"No more talk of darkness, forget these wide-eyed fears…"
The words stabbed at his heart like knives. The snow was beginning to pile on the shoulders of his cloak, but he dared not move. He clung to the gargoyle, cold as ice, while Christine—his Christine—and that fatuous boy declared their love to each other on the roof of his opera house.
It infuriated him.
He created Christine Daaé; her voice was nothing without him. He was the one who wrote songs and operas after her, worshipped her, and did everything in his power to watch over her. And this boy that stood before her could just steal her love away?
No.
Their laughter echoed about the roof as they went back inside, warm in each other's arms. His rose lay in the snow, the red petals already frozen and drooping. Hot tears spilled forth from his eyes, leaking under his mask, down his deformed face.
Damn the mask!
He ripped it off, falling to his knees, bitterly weeping and crying out, "Sei come la schiuma del mare: ti abbracio e non ci sei, ti amo e sei sparito!"
He choked on his own words, his voice growing raspy from the cold.
"Sono anni che ti stavo cercando," he whispered, crushing what was left of the rose in his hand. Her voice was like an angel from heaven, and he would never admit it, but she was his angel of music. Every note she sang was accompanied by a full choir and orchestra behind her. All those years he'd been searching for love, for love and music, never realizing they were the same thing until he heard Christina Daaé's voice.
"Say you need me with you now and always…"
Their duet was like cold water to his face. Her voice wasn't so light and airy when she sang with him, down in his cellars and sewers. It was bitter, and it seemed almost full of spite and regret. But with this boy, no, he would never dare look into her eyes to see it, but from the mere sound of her voice she had found love.
And he was jealous.
The mask lay just a few feet away from him. The snow fell anywhere but on top of it, and its hellish features stood out against the gray roof.
Her voice rang out somewhere beneath him, the faint sound of an orchestra following close behind. Once again, those fools who ran the place managed to pick up the mess he'd made for them, and not only that, but still manage to get the show going again and pickpocket the audience with their claims of world renown voices. But all of this was put into the back of his mind when he heard her reach measure sixty-four of the aria, when the leading soprano would rise above the upper staff for sixteen measures. The music was biting the air around him, sending chills through his already frozen body, shocking his nearly still heart.

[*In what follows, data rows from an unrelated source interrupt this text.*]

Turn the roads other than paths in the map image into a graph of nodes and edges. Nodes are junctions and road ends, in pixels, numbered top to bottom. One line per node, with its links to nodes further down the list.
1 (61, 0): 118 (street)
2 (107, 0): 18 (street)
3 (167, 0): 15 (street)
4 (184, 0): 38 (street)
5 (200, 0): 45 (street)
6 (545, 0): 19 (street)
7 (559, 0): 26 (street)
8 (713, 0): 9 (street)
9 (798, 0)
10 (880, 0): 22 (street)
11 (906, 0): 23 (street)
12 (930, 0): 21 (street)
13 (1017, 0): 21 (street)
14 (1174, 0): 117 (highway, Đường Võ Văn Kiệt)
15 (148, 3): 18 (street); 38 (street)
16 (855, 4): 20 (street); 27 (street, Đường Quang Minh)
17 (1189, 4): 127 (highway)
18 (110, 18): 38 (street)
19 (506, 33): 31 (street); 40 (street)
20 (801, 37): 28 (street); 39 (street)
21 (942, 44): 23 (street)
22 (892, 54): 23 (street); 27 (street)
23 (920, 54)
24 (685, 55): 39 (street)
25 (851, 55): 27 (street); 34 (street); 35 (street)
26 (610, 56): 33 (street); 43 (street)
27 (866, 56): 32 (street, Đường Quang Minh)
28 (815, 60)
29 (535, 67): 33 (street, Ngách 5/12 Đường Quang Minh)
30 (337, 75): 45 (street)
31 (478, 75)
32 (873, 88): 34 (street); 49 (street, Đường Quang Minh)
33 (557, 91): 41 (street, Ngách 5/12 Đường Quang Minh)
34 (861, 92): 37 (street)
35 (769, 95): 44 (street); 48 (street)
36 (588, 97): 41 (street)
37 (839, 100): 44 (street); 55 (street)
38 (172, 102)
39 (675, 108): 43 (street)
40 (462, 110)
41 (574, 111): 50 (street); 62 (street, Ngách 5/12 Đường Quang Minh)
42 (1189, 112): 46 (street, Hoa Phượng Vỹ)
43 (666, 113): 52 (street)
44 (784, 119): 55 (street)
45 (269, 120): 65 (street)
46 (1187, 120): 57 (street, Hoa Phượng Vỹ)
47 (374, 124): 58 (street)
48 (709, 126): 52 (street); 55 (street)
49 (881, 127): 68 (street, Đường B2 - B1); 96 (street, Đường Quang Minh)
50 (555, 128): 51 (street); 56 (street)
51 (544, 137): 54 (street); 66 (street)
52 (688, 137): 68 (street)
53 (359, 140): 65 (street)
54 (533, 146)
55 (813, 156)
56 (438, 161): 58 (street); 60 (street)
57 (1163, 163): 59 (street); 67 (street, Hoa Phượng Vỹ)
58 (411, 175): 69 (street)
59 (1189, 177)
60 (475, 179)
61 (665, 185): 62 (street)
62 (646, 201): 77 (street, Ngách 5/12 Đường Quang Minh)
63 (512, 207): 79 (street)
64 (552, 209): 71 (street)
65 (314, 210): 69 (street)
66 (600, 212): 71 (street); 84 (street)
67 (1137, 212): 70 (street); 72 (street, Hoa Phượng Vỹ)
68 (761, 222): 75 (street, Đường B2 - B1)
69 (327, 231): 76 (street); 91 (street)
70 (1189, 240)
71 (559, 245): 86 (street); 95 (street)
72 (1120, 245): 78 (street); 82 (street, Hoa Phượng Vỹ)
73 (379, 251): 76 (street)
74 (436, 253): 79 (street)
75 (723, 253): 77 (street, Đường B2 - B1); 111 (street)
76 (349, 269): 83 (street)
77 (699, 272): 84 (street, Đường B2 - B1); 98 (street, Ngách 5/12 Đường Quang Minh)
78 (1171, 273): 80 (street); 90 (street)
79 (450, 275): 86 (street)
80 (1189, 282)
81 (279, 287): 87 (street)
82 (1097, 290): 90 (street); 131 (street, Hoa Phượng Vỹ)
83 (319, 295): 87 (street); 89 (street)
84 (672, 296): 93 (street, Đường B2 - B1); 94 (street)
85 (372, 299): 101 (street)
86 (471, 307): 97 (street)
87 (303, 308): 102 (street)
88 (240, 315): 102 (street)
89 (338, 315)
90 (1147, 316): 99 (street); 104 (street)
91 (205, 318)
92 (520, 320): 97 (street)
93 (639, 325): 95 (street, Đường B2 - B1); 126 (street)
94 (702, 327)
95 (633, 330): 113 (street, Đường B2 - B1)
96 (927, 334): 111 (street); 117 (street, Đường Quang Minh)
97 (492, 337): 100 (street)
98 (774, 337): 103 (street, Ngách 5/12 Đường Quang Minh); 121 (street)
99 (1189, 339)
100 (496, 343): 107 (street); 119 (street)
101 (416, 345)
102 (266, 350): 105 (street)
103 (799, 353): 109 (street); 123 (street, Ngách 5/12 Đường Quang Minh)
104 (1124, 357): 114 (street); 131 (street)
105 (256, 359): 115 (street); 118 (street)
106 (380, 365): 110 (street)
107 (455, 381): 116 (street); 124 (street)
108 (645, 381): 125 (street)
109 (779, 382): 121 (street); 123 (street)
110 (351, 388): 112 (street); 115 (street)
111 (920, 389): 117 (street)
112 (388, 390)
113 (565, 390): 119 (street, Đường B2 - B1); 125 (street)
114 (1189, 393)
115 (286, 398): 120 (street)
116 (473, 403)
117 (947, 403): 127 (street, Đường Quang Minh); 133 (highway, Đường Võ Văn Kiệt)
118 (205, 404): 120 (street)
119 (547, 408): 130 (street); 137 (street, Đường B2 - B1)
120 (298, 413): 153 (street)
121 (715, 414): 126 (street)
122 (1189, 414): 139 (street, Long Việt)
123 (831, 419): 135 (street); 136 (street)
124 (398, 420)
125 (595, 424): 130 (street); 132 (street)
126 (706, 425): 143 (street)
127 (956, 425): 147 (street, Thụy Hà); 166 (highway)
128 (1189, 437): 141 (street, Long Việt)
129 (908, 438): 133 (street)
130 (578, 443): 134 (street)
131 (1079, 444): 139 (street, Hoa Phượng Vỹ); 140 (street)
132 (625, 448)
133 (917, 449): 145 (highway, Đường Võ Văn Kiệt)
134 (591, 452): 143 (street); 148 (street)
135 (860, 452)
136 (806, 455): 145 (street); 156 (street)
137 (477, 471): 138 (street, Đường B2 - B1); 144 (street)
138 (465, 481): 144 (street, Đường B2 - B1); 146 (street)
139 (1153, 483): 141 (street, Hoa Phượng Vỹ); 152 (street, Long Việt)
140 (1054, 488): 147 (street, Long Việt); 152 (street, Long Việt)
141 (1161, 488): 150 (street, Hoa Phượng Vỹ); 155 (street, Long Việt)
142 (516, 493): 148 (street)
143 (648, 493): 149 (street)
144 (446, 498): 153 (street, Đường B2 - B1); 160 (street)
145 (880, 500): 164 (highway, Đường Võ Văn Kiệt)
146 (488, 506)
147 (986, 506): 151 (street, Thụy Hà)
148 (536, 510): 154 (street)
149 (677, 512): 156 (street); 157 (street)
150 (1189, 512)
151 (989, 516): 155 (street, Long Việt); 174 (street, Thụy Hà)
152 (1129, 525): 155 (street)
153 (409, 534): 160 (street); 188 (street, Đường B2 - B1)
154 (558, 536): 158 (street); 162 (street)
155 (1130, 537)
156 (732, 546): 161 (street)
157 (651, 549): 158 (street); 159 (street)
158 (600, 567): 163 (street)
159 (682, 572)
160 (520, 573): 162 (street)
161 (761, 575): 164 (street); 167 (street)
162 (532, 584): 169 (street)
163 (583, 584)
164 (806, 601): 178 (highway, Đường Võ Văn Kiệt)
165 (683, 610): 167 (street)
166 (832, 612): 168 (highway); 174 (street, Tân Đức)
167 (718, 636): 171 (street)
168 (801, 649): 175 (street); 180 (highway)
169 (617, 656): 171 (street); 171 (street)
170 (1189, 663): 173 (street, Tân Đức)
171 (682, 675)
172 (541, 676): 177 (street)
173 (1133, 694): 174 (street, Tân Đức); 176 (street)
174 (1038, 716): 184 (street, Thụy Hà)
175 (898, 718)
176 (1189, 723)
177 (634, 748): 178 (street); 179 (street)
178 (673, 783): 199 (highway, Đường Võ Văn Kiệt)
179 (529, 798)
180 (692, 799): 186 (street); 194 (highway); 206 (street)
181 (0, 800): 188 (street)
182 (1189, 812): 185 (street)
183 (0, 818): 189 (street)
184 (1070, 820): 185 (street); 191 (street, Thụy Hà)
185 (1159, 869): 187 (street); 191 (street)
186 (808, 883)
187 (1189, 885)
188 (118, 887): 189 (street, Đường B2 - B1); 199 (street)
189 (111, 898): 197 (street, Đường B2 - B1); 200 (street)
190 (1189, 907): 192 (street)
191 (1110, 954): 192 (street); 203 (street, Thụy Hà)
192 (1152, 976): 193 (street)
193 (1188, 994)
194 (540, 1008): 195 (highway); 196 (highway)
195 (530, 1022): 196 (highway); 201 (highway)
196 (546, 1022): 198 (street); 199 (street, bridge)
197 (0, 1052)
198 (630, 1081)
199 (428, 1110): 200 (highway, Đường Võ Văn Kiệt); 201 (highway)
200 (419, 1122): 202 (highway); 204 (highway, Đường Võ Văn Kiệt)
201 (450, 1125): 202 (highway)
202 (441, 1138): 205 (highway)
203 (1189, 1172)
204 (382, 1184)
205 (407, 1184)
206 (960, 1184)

What a voice he'd created.
When her song was over, and those idiots the opera house called their audience began applauding wildly, he only then dared to open his eyes. He stood up on stiff knees and picked up the mask that separated him from the world. And as he put it on his face and disappeared just as suddenly as he had come, he turned and whispered to the winter sky…
"Toi et moi, ça ne changera pas."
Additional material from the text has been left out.